2 times a day 6 days a week and one fo the "meals" they usually get a treat of frozen bloodworms and brineshrimp, and 1 day fasting


----------



## jaysee (Dec 9, 2009)

All my fish, including the bettas, eat NLS Thera A exclusively. They eat their fill and the snails get the rest - I don't count pellets. They get fed most days.


----------



## FirstBetta (Jun 14, 2013)

I feed my betta NLS betta formula .5mm size about a 1/4 of the scoop that came with the Ocean Nutrition Betta food I bought originally every day. The bowl of the scoop is about 3/16" dia. (4.5 mm) Occasionally I feed a few frozen bloodworms for a treat. 

I've had him for a few months and he seems fine except he is the most atypical betta that I've seen or heard about. He patrols his 5.5G planted tank (I call it his jungle) most of the time, occasionally hides in his sunken hollow log. Comes to the front of the tank when anyone approaches, if I put my finger on the glass at the front of the tank he will dart away for an inch or two or completely ignore it. Totally ignored a ping pong ball. He will come to the surface to feed. He totally ignored a makeup mirror (both sides) I held up to the front of the tank.


----------



## LittleBettaFish (Oct 2, 2010)

Haha my fish would all say not enough!

But all of my wild bettas are not very big and therefore, don't have to eat a lot of food before they are full. 

I am really irregular with my feedings so some weeks they may go a couple of days without food before I throw a whole heap in. 

At the moment I am out of live blackworms, but when I have them on hand, my fish would usually get a small serving of these daily. Every two or three days, they might get either grindals, white worms or frozen foods such as brine shrimp or bloodworms. 

Now it is warmer they also get regular feedings of mosquito larvae. 

Unfortunately, most of my wilds don't 'do' pellets. For the one tank that does, they get pellets daily (NLS 1mm) and then their diet also supplemented with the above foods.


----------



## sugarunicorn (Aug 20, 2013)

I just keep an eye on him - I normally do 6 days a week and one fast day. 

However, he's a bit of a pig and can get bloated at times when he tries to eat my cories' catfish wafer - if he's still looking a bit rotund when I wake up the next day, then I skip that day's feeding. It always seems to clear things up. 

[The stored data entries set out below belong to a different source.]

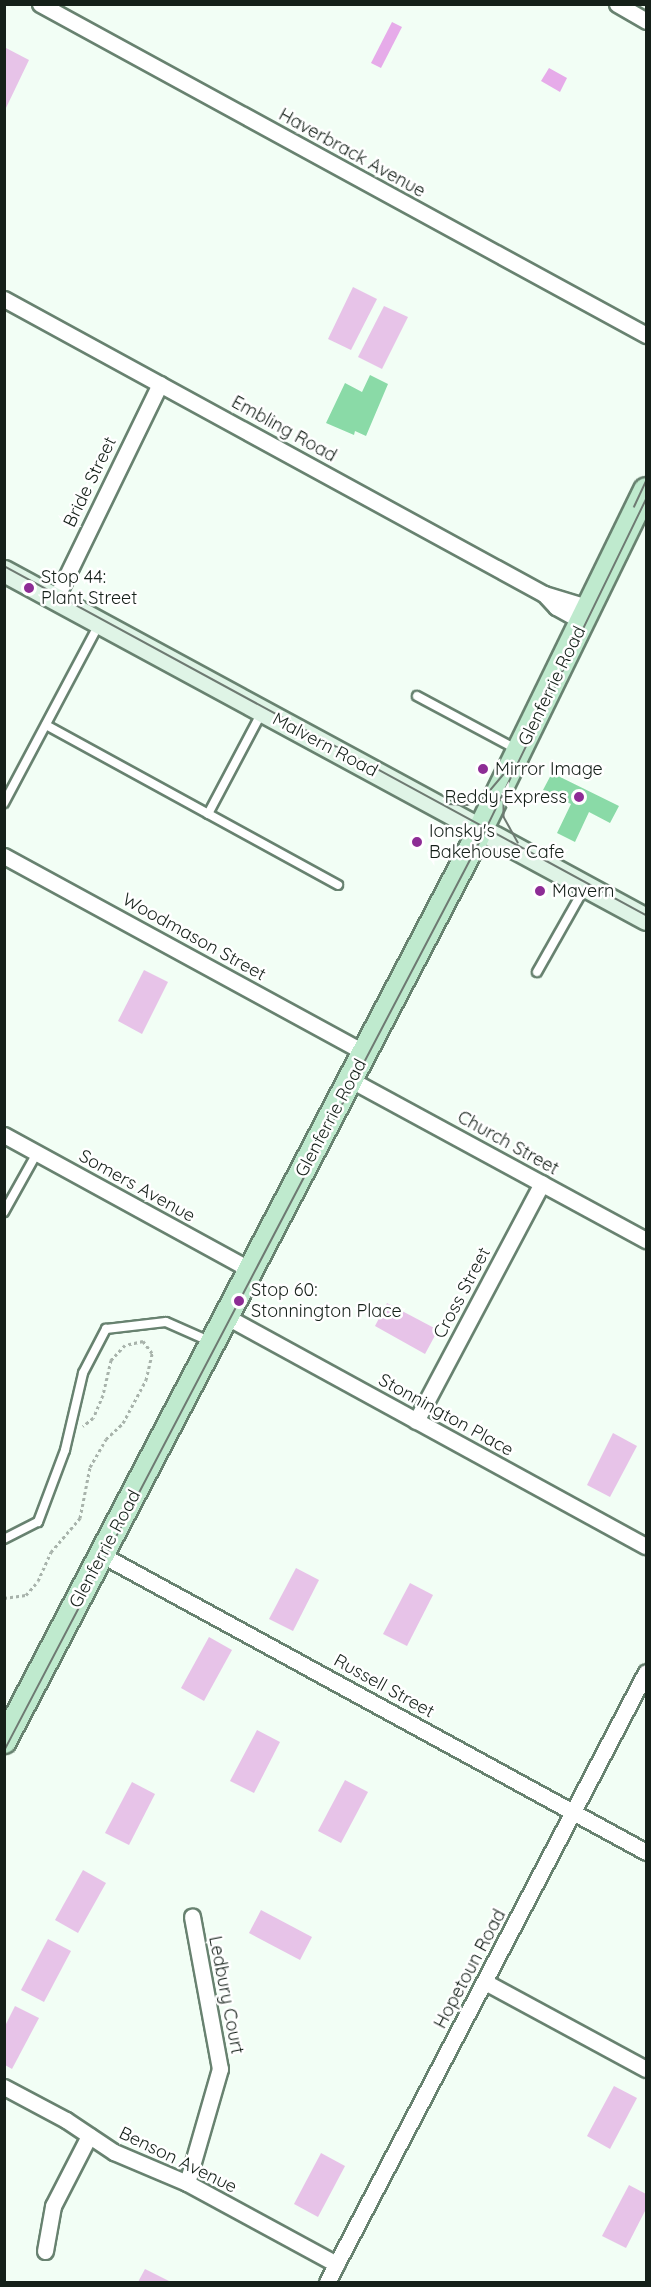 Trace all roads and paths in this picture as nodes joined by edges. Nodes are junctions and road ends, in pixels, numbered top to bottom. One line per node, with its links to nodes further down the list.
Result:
1 (40, 4): 5 (street, Haverbrack Avenue)
2 (617, 4): 3 (street)
3 (646, 21)
4 (4, 299): 6 (street, Embling Road)
5 (646, 335)
6 (160, 384): 9 (street, Bride Street); 10 (street, Embling Road)
7 (646, 490): 10 (main road, Glenferrie Road)
8 (4, 571): 9 (main road, Malvern Road)
9 (56, 598): 11 (main road, Malvern Road)
10 (586, 615): 15 (main road, Glenferrie Road)
11 (100, 622): 13 (main road, Malvern Road); 14 (lane)
12 (417, 696): 15 (lane)
13 (262, 711): 17 (lane); 18 (main road, Malvern Road)
14 (46, 725): 16 (lane); 17 (lane)
15 (520, 751): 18 (main road, Glenferrie Road)
16 (4, 803)
17 (208, 814): 20 (lane)
18 (481, 829): 21 (main road, Malvern Road); 24 (main road, Glenferrie Road)
19 (4, 856): 24 (street, Woodmason Street)
20 (338, 885)
21 (585, 886): 22 (main road, Malvern Road); 23 (lane)
22 (646, 920)
23 (537, 972)
24 (365, 1053): 25 (main road, Glenferrie Road)
25 (351, 1080): 28 (street, Church Street); 31 (main road, Glenferrie Road)
26 (4, 1135): 27 (street, Somers Avenue)
27 (37, 1153): 29 (lane); 31 (street, Somers Avenue)
28 (542, 1183): 30 (street, Church Street); 34 (street, Cross Street)
29 (4, 1212)
30 (646, 1240)
31 (251, 1270): 32 (main road, Glenferrie Road)
32 (227, 1317): 33 (main road, Glenferrie Road); 34 (street, Stonnington Place)
33 (213, 1343): 35 (lane); 38 (main road, Glenferrie Road)
34 (416, 1421): 37 (street, Stonnington Place)
35 (68, 1434): 36 (lane); 39 (path)
36 (4, 1539)
37 (646, 1546)
38 (102, 1555): 41 (main road, Glenferrie Road); 42 (street, Russell Street)
39 (4, 1599)
40 (646, 1672): 42 (street, Hopetoun Road)
41 (4, 1741)
42 (573, 1812): 43 (street, Russell Street); 45 (street, Hopetoun Road)
43 (646, 1852)
44 (192, 1917): 49 (street, Ledbury Court)
45 (485, 1982): 46 (street); 51 (street, Hopetoun Road)
46 (646, 2069)
47 (4, 2087): 48 (street, Benson Avenue)
48 (89, 2136): 49 (street, Benson Avenue); 50 (street)
49 (187, 2183): 51 (street, Benson Avenue)
50 (45, 2251)
51 (336, 2264): 52 (street, Hopetoun Road)
52 (327, 2283)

I feed 4-6 NLS betta pellets once a day, and frozen bloodworms or brine shrimp as the occasional treat.


----------



## southernmdman (Sep 1, 2013)

After seeing how the Omega One pellets expand when wet, 2 or 3 pellets a day, a frozen blood worm or two for desert, and nothing on Sunday.


----------



## Polkadot (Feb 10, 2013)

I feed my boys NLS pellets,my Veiltail boys have 4 each twice a day & my Plakat boy has 6 each twice a day. :mrgreen::mrgreen::mrgreen::mrgreen:


----------



## MattsBettas (Dec 18, 2012)

I feed 4 NLS pellets, twice a day, six days a week.


----------



## carrohason (Aug 23, 2013)

I feed two of my boys 2 pellets twice a day, and the other a small amount of flakes (pellets get stuck in his mouth because he's smaller than the other two). I fast them on Wednesdays.


----------



## sugarunicorn (Aug 20, 2013)

This thread is making me feel like I might be underfeeding! I feed 4-6 NLS pellets once a day - is that too few? He's a doubletail prone to bloating (though a lot of that has subsided since I stopped feeding Hikari) so I'm worried about giving him more. 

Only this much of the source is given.